By Dave Fidlin - Special to The Freeman

August 31, 2018

DELAFIELD — While a number of specifics still need fleshing out, Delafield could be the first Wisconsin community to host a proposed commuter station for passengers using park-and-ride lots.

The Wisconsin Department of Transportation, which oversees park-and-rides across the state for motorists using busing for mass transit, has approached city officials with a proposed building of about 5,000 square feet at its Nagawaukee lot off Golf Road.

WisDOT officials went before the city Plan Commission on Wednesday to revisit the proposal, which was initially discussed a year ago. Commissioners did not take any formal action, though most of the members were receptive to the plan in concept.

Frank Furdek, transportation analyst with Wis-DOT, said the state agency is not planning to oversee the project. A developer, who would receive a contract through a bidding process, instead would handle the task and receive oversight of the day-to-day operations of the site.

Other than mapping out where the structure would be placed on the lot — the easternmost portion — renderings of the facility have yet to be produced. Furdek said the developer would handle such details as exterior and interior design elements and related issues.

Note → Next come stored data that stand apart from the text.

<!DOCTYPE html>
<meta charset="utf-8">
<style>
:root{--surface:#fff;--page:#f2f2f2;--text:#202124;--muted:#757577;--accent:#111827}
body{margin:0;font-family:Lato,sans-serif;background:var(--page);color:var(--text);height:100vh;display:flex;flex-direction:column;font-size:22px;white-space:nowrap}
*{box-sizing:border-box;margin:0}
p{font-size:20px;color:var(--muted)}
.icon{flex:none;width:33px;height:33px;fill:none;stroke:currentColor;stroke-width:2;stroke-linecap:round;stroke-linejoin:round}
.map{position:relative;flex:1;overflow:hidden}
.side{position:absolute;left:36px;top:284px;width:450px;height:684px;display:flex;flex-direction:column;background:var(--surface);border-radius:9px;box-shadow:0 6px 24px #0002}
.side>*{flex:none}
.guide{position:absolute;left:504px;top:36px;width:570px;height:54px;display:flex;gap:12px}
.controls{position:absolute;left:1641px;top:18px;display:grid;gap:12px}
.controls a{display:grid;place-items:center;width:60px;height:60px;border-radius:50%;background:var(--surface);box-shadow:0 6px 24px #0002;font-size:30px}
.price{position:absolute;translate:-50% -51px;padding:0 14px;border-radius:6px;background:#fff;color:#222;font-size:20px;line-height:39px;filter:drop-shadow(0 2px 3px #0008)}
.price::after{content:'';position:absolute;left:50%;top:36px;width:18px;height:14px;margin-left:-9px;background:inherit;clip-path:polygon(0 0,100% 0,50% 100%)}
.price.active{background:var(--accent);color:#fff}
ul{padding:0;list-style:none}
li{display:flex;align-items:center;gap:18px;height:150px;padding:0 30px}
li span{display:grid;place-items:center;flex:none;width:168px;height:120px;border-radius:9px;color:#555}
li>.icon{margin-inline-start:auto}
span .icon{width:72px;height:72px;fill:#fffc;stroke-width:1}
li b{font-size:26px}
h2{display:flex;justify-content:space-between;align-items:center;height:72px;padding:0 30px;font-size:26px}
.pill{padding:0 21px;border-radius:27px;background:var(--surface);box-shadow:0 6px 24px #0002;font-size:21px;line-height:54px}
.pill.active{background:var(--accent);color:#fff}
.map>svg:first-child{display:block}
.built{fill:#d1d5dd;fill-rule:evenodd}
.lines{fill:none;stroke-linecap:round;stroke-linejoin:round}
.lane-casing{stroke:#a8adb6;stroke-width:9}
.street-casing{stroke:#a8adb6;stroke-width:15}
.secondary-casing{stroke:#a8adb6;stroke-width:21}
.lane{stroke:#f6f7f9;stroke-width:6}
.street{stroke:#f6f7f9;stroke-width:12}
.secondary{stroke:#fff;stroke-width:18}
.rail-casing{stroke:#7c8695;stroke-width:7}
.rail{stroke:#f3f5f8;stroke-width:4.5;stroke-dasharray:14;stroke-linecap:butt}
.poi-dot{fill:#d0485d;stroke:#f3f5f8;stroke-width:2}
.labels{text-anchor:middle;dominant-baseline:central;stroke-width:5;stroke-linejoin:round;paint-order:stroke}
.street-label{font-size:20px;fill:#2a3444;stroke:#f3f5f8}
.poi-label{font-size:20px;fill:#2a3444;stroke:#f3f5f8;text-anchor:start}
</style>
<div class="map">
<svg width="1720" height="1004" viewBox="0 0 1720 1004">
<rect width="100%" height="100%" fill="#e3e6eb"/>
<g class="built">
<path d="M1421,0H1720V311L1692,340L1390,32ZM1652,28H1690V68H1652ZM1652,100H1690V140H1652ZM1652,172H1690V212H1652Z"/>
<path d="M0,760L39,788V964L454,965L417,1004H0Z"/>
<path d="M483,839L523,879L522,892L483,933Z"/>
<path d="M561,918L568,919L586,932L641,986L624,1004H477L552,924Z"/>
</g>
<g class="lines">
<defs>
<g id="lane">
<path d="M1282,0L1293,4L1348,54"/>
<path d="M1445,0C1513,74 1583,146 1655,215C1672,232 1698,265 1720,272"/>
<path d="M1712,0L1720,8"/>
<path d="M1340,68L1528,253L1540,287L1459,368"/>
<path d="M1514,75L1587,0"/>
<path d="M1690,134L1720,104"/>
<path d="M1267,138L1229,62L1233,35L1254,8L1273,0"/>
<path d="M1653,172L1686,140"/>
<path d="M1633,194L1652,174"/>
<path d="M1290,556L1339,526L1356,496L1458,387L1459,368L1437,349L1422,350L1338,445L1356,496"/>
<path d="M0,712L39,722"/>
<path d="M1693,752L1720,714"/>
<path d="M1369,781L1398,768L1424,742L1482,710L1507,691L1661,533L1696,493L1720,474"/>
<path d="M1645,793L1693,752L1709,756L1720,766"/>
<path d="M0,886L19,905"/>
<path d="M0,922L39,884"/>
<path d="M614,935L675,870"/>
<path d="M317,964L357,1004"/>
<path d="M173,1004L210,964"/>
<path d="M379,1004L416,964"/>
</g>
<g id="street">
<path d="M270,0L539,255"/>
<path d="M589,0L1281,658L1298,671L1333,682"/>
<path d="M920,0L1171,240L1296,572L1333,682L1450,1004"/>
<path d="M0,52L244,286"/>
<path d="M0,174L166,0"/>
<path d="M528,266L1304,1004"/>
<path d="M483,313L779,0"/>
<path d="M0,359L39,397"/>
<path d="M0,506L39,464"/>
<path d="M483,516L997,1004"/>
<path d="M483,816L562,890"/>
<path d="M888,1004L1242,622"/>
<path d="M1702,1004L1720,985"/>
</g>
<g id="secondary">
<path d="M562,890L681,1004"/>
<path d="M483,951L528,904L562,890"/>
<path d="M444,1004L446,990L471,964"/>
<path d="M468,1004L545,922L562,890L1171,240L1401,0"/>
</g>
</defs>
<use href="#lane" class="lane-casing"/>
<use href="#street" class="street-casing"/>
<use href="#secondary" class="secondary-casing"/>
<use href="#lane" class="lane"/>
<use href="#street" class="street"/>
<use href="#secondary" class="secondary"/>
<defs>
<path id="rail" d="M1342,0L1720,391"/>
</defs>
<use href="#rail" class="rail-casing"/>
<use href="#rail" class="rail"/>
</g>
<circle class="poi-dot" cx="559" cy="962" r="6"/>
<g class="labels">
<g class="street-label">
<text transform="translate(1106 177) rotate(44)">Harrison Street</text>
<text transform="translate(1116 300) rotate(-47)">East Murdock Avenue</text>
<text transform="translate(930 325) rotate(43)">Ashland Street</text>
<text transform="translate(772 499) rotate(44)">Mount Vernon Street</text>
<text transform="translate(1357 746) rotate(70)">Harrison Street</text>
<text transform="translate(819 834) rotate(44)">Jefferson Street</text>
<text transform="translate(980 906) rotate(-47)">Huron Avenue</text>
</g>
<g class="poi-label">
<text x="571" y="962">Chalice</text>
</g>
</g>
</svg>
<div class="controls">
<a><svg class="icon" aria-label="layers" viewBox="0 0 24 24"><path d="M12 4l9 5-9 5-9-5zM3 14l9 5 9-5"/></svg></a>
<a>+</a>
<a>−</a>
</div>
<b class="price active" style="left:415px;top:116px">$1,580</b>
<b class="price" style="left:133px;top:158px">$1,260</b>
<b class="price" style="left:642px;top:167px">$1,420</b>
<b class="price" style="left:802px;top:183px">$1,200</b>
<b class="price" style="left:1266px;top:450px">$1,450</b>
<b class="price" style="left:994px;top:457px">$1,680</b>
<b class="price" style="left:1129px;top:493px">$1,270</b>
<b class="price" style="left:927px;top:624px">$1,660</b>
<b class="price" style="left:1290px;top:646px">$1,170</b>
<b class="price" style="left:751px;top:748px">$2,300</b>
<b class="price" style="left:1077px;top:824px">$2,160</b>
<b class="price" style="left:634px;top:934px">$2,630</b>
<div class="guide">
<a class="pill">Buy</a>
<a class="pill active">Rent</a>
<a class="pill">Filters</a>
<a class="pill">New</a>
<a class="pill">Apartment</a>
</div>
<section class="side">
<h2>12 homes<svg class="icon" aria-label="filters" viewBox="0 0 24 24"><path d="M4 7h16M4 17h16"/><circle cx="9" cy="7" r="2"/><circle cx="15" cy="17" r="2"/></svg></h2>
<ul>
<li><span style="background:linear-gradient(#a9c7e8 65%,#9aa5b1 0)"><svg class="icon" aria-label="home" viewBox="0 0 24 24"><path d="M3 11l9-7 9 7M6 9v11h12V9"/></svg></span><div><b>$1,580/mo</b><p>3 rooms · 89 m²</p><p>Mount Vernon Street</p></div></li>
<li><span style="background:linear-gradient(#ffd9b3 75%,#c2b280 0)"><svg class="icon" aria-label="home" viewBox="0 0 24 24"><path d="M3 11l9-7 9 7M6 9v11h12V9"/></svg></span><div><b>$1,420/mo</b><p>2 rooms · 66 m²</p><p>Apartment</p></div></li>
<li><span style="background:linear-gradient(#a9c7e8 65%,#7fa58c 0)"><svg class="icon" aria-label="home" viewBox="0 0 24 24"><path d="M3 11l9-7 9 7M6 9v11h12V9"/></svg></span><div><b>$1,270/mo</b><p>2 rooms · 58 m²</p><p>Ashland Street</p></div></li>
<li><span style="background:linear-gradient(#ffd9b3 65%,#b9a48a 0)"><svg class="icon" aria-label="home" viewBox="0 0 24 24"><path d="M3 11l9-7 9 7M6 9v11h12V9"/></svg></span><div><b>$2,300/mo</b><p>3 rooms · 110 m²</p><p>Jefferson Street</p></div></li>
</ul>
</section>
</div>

“Our goal is to enhance transportation,” Furdek said. “This concept is something that hasn't been done in the state.”

Mayor Kent Atwell, who chairs the Plan Commission, said he was concerned about the process of approving a project before renderings have been furnished.

“We're not developers,” Furdek responded.

Conceptually, the proposed site would have a retail component in addition to other features, including an indoor waiting area for park-and-ride users waiting for buses.

Previous discussions included accommodations for a drive-thru. On Wednesday, commissioners said they desired a tenant mix beyond restaurants.

“We're really looking for a commuter service station — not a food court,” said Alderman Tim Aicher, who serves on the Plan Commission.

Before any construction takes place, the commission and Common Council will undertake further reviews and, ultimately, make a motion on the proposal. A timeline for the next steps was not etched in stone at Wednesday's meeting.

City Planner Roger Dupler said he was not prepared to offer a recommendation on WisDOT's proposal as submitted, but he was optimistic that an agreement could eventually be reached.

Automotive specialty shop

Also on Wednesday, commissioners gave a favorable recommendation to site plan and architectural details for a proposed automotive specialty shop envisioned for land at 710 Milwaukee St.

Applicant Michael Drees said he plans to construct a building on the 7,200-square-foot lot, most of which is currently vacant. The new facility is aimed at complimenting a nearby American Classic restoration shop.

Drees' plans also entail razing a garage on the southerly portion of the lot to accommodate the new construction.

Dupler said he favored the architectural details of the new building, noting the proposed exterior materials “aesthetically replicate an appearance that is uniquely Delafield.”

Drees' submittal to the city did not include an operations plan. When pressed by commissioners, he said he anticipated operating the shop from 8 a.m. to 5 p.m. on weekdays once it is up and running.